▸ PROVIDED ENTRIES:
----------------------------------------

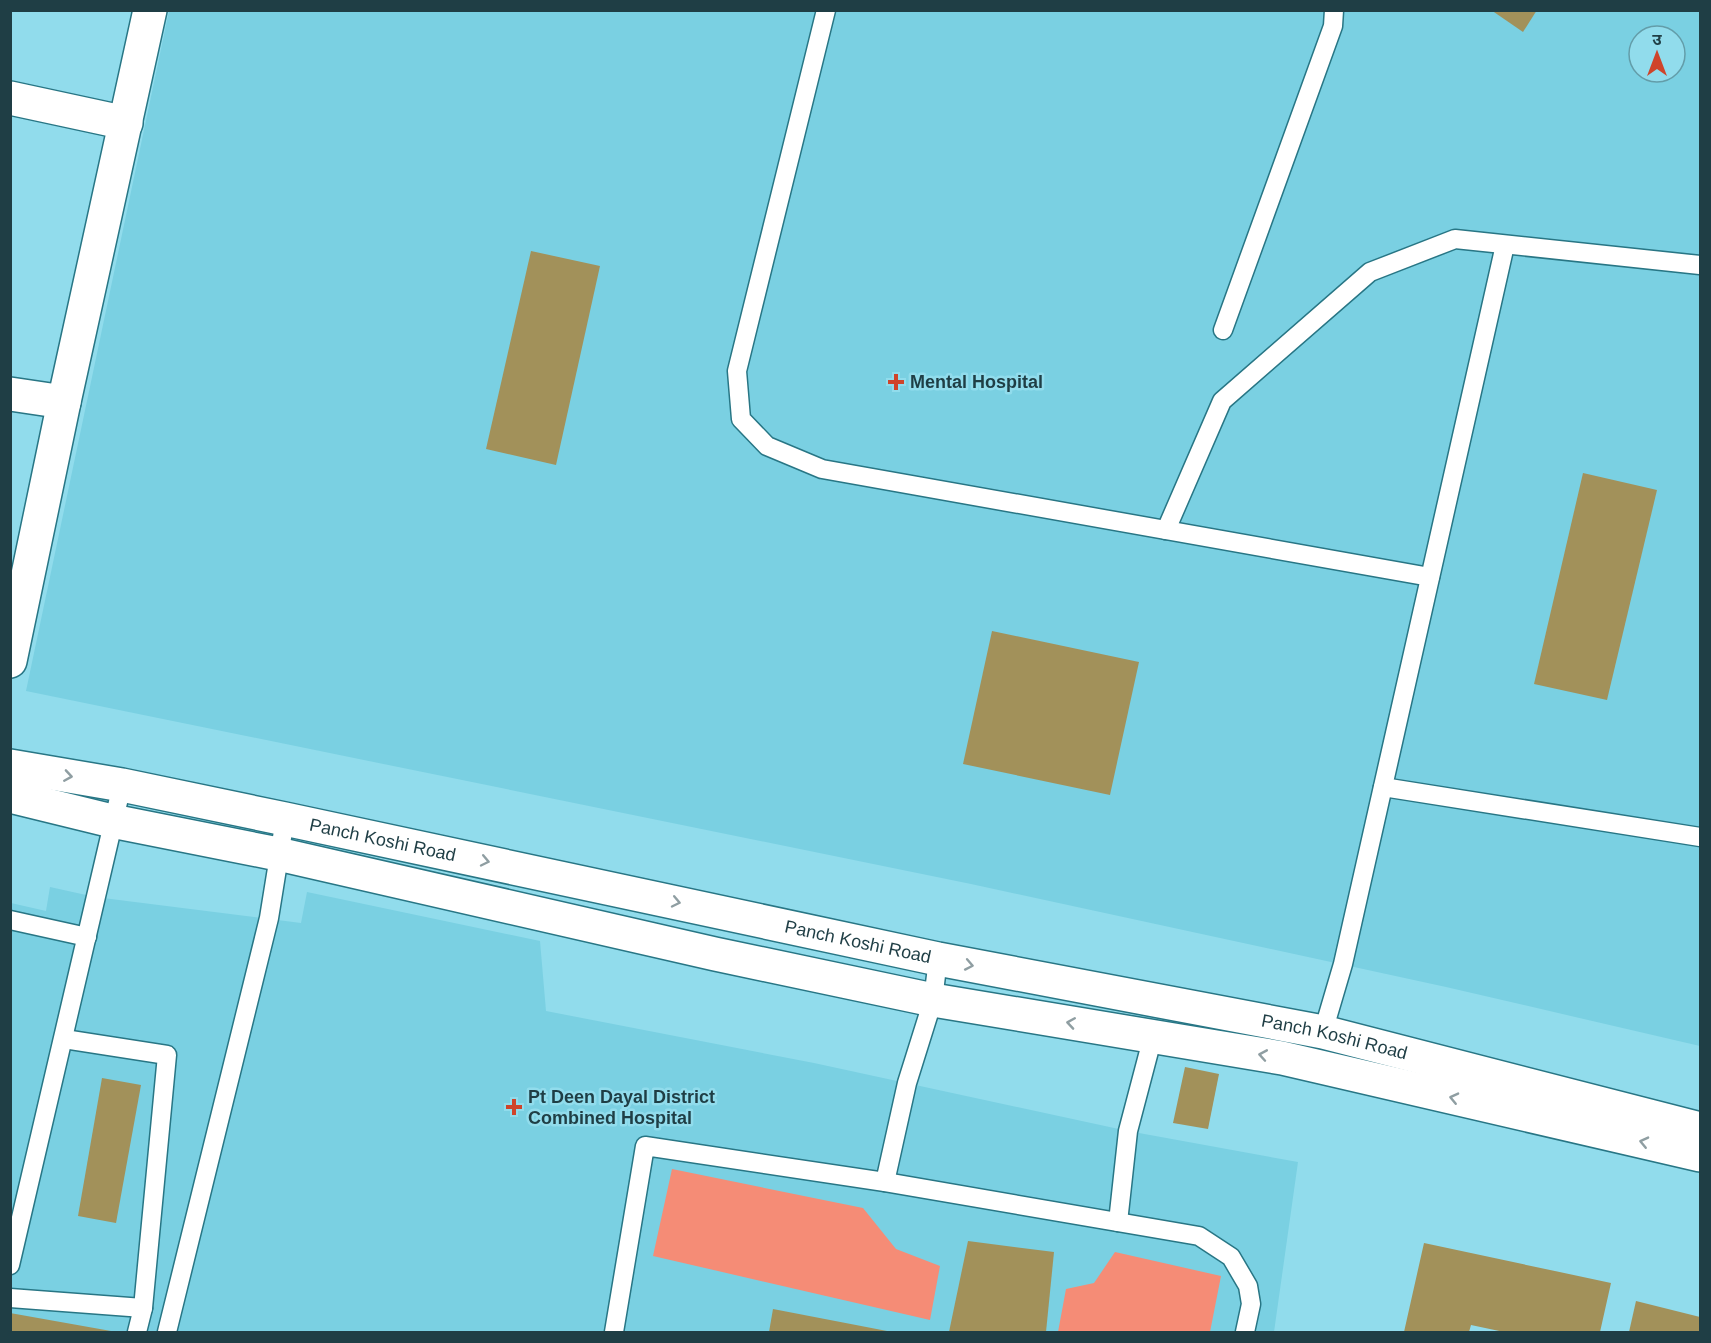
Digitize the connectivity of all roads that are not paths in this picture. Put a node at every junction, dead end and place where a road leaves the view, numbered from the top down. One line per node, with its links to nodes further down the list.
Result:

----------------------------------------

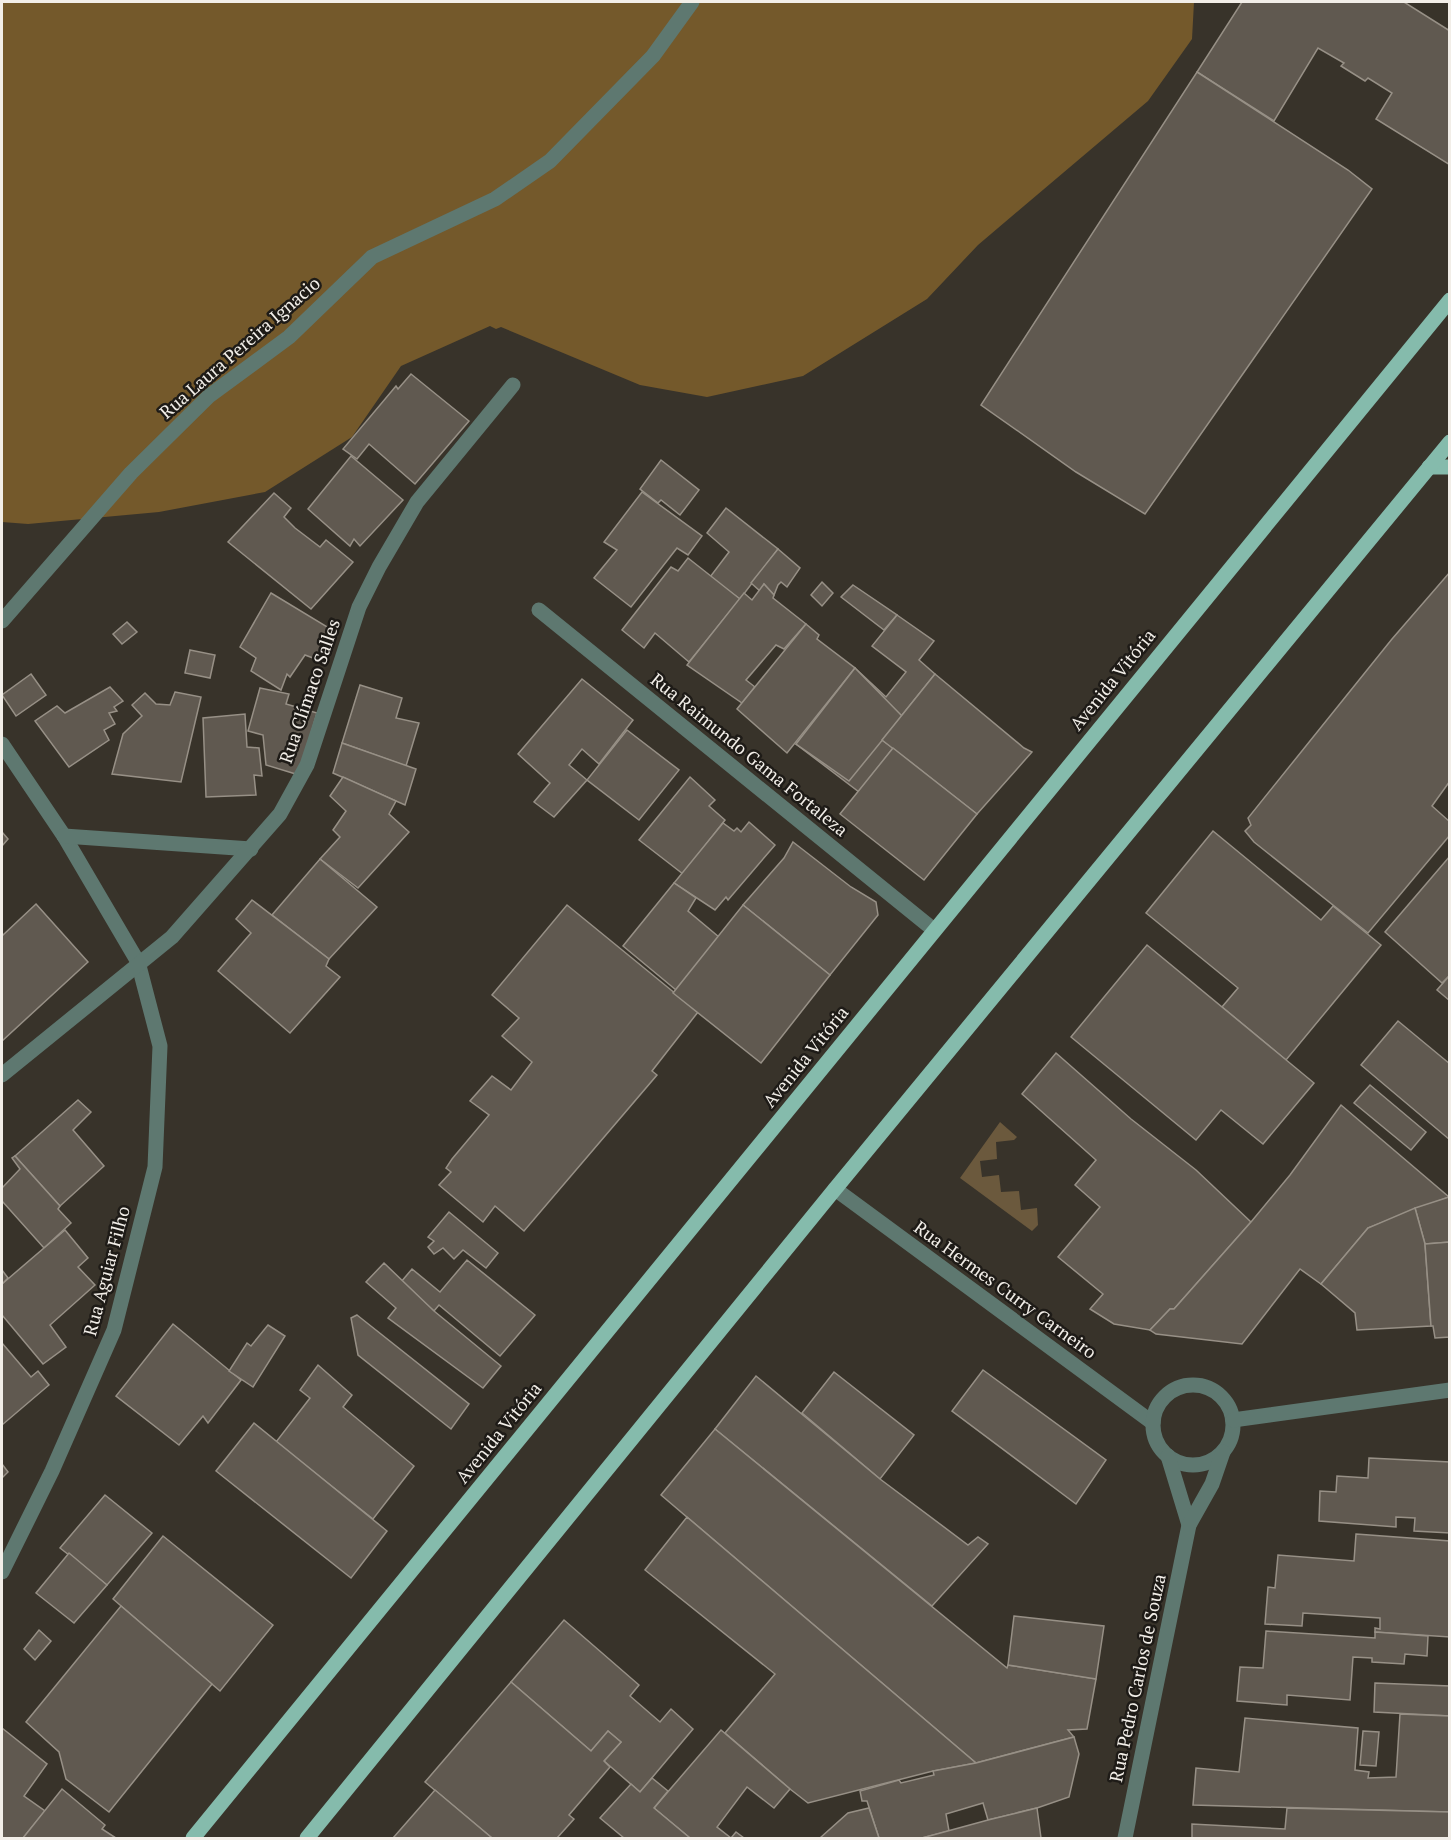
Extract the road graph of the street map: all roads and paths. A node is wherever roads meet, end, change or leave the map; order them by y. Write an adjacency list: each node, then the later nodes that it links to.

----------------------------------------

▸ WORK INSTRUCTION: Go through the data and gather every line that holds "roads".

▸ EXERCISE OUTPUT:
Digitize the connectivity of all roads that are not paths in this picture. Put a node at every junction, dead end and place where a road leaves the view, numbered from the top down. One line per node, with its links to nodes further down the list.
Extract the road graph of the street map: all roads and paths. A node is wherever roads meet, end, change or leave the map; order them by y. Write an adjacency list: each node, then the later nodes that it links to.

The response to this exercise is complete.